* [PROBLEM DESCRIPTION] Give only the number of lines in the listing below where the string "edges" occurs.

* [DATASET]
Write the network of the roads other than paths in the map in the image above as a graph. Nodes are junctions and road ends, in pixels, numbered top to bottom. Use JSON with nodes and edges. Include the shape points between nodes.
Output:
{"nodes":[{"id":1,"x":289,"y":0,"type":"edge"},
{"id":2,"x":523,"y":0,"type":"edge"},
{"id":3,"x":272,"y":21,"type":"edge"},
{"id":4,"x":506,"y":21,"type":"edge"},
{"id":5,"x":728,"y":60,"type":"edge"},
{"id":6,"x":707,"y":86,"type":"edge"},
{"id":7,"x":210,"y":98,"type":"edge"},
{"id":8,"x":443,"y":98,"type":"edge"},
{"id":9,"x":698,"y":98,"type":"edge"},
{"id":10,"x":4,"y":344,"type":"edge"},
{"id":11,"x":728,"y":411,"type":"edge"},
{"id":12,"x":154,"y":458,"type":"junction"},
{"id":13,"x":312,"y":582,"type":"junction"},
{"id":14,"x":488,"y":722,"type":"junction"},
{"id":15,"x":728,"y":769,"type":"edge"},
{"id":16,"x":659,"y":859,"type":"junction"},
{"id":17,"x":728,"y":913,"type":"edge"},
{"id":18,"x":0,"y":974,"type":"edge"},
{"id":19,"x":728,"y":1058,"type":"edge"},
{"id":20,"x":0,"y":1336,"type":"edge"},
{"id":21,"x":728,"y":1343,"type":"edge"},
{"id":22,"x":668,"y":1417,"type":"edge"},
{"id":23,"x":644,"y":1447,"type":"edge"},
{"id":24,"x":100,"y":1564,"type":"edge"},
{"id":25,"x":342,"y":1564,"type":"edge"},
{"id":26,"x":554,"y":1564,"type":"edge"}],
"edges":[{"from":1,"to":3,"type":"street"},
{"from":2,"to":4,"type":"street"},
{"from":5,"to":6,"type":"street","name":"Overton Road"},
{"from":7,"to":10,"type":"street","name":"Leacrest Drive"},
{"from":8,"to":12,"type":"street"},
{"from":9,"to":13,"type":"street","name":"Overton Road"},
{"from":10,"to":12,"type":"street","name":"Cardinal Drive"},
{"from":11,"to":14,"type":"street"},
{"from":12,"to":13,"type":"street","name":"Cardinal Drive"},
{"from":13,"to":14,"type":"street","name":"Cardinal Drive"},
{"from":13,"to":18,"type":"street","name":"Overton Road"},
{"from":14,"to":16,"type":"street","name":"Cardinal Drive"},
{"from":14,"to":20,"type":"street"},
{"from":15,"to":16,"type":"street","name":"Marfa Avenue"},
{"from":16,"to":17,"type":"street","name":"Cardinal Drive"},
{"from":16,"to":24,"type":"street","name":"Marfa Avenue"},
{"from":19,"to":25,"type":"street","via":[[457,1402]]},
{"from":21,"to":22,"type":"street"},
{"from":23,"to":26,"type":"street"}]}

* [ANSWER BOX] 2